When you are in the development stage of writing, one of the first major decisions you will need to make is how to bracket the book—where the narrative starts and where it ends. Memoir is not biography, so those bookends are not determined by your birth and death, but rather by when you became embroiled with the topic of your memoir and ending…well that’s the tricky part, isn’t it? Our lives have so many natural “beginnings.” When we meet someone, start school or a job, when something happens that changes everything. Our lives are full of first days, and each one could provide fodder for a topic that is central to a memoir. Finding endings is a bit trickier, but it is where your topic and message intertwine and come to a point, where you have been changed and will live on having learned the lesson you want to share with your readers. Sometimes you realize you want to write a memoir about a topic before the topic has actually resolved, even as you’ve learned so much through the experience. So how do you start writing when the events of “the end” are still probably in the future? Today we are exploring ways you can start the process of writing your memoir today, even if “the end” is still in the tomorrows.
Before we get into today’s post, we wanted to ask—do you have a plan for actually finishing your memoir?

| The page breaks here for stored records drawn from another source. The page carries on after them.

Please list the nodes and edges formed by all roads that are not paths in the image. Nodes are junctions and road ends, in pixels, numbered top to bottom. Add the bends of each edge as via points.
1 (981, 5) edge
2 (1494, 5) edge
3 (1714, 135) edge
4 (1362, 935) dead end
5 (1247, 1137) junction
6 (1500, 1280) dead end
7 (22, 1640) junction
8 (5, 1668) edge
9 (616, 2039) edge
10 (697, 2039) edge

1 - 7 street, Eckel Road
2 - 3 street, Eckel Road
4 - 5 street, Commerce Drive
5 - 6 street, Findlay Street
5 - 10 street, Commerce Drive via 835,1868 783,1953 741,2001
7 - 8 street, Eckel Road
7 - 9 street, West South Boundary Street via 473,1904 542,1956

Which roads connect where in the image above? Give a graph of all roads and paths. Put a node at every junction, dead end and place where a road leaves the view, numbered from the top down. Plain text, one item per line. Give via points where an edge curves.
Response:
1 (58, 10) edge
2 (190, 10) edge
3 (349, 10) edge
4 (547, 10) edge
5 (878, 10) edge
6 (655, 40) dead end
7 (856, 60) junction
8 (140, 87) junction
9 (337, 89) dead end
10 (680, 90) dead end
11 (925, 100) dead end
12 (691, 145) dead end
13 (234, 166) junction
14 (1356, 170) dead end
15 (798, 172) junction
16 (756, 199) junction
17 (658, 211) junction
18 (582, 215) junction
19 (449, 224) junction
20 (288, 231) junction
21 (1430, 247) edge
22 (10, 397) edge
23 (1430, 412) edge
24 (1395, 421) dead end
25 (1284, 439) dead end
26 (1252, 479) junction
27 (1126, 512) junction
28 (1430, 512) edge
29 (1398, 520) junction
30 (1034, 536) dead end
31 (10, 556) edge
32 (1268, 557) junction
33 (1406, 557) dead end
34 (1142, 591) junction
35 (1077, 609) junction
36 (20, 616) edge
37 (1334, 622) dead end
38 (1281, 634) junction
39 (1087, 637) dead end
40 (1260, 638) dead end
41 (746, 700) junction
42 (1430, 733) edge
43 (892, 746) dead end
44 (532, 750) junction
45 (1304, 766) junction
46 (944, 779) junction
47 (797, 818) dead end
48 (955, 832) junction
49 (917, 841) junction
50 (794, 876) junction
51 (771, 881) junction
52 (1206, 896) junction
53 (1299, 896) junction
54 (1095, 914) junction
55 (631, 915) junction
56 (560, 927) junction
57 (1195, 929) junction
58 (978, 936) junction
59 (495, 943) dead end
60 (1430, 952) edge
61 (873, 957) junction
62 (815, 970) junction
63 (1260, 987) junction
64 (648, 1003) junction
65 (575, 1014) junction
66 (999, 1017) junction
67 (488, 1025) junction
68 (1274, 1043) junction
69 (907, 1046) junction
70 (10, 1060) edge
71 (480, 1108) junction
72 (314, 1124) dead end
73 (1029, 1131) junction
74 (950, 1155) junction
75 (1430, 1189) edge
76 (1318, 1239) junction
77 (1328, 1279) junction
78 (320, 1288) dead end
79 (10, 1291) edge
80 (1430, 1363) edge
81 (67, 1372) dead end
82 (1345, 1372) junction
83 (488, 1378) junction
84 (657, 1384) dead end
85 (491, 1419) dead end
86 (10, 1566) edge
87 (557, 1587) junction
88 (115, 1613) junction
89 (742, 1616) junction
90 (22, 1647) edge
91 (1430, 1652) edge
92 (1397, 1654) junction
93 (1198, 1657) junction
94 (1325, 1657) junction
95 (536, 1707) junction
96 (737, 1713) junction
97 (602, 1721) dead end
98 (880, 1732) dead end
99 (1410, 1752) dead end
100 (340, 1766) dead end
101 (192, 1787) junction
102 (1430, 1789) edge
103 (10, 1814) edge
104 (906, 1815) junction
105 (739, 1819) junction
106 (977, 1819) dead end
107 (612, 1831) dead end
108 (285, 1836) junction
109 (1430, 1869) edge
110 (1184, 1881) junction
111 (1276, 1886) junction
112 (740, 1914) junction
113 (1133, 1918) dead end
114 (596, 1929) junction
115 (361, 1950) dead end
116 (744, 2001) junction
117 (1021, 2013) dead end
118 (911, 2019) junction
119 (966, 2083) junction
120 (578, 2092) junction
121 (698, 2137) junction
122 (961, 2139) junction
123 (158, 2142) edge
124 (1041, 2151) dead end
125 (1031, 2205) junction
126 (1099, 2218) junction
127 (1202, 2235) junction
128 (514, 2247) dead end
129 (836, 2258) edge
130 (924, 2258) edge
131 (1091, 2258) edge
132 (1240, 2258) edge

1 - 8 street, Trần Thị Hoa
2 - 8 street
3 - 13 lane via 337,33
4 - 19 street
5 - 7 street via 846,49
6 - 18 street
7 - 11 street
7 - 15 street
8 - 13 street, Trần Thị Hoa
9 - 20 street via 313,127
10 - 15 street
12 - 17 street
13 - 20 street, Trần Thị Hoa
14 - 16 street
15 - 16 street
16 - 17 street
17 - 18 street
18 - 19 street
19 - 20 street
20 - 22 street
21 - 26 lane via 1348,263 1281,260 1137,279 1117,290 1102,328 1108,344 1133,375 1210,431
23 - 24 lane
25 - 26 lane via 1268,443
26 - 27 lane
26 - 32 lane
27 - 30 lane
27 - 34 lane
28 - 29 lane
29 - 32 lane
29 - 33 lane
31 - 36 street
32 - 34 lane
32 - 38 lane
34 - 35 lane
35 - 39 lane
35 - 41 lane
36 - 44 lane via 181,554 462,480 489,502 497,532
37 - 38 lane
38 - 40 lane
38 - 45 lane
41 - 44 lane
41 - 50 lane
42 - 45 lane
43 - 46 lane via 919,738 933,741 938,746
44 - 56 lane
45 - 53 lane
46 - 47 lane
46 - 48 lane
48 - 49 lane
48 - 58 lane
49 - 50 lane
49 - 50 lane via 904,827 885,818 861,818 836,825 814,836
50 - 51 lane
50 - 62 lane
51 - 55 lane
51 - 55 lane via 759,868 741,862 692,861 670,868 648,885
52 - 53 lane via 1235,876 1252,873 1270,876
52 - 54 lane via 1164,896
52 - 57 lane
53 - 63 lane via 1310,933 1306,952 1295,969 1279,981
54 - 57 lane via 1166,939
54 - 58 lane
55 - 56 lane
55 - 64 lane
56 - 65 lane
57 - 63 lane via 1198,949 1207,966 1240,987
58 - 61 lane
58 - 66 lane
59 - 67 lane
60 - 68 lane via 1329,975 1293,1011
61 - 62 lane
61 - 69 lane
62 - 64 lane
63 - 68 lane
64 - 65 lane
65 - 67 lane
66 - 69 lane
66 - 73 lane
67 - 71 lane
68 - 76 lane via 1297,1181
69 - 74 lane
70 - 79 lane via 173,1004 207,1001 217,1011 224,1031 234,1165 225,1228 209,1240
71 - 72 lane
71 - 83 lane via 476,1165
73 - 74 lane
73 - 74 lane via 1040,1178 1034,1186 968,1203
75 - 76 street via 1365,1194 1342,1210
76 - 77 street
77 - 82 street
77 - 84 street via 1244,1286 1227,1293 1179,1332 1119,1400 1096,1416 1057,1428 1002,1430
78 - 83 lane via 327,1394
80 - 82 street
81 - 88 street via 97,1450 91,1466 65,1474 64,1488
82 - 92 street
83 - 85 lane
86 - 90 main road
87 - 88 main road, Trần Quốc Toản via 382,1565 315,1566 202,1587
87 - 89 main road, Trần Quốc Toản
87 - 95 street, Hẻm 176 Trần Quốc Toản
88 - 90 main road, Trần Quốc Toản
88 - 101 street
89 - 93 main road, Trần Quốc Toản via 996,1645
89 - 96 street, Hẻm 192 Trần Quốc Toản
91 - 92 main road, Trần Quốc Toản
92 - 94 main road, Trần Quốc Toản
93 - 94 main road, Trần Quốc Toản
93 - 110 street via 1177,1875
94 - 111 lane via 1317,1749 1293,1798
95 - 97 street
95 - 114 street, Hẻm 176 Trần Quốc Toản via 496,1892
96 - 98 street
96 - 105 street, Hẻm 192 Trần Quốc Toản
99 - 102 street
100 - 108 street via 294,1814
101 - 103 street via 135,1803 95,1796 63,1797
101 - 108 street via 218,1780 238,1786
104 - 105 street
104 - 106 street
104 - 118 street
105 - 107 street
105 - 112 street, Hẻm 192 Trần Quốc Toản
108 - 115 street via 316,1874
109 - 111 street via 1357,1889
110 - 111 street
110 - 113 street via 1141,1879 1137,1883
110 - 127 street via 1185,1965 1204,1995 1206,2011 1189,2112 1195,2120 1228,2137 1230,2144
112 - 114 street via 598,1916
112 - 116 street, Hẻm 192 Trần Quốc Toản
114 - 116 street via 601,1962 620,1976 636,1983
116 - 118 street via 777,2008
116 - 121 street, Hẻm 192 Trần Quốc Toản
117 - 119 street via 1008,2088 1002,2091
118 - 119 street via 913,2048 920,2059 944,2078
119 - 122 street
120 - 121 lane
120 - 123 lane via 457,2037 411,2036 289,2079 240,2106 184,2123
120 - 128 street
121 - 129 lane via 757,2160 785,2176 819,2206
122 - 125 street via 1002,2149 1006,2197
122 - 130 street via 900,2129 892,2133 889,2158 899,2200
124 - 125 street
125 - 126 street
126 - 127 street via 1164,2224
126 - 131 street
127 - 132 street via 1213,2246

If not, we know you aren’t making the progress you hoped for. That’s why we developed The Memoir Method Checklist. This free guide (and video training!) will take you through every single step you need from idea to published marketable book. Grab it now at https://pageandpodium.com/checklist
Process over Product
Many memoirists come to the page eager to outline, structure, and “get the book right”—and that instinct makes sense. A strong memoir needs clarity around topic, message, and the arc that carries the reader from beginning to end. But for writers still living through the events they plan to write about, especially those navigating long, unresolved situations like court cases or ongoing conflicts, the ending simply isn’t available yet. And without an ending, the shape of the book can feel impossible to pin down.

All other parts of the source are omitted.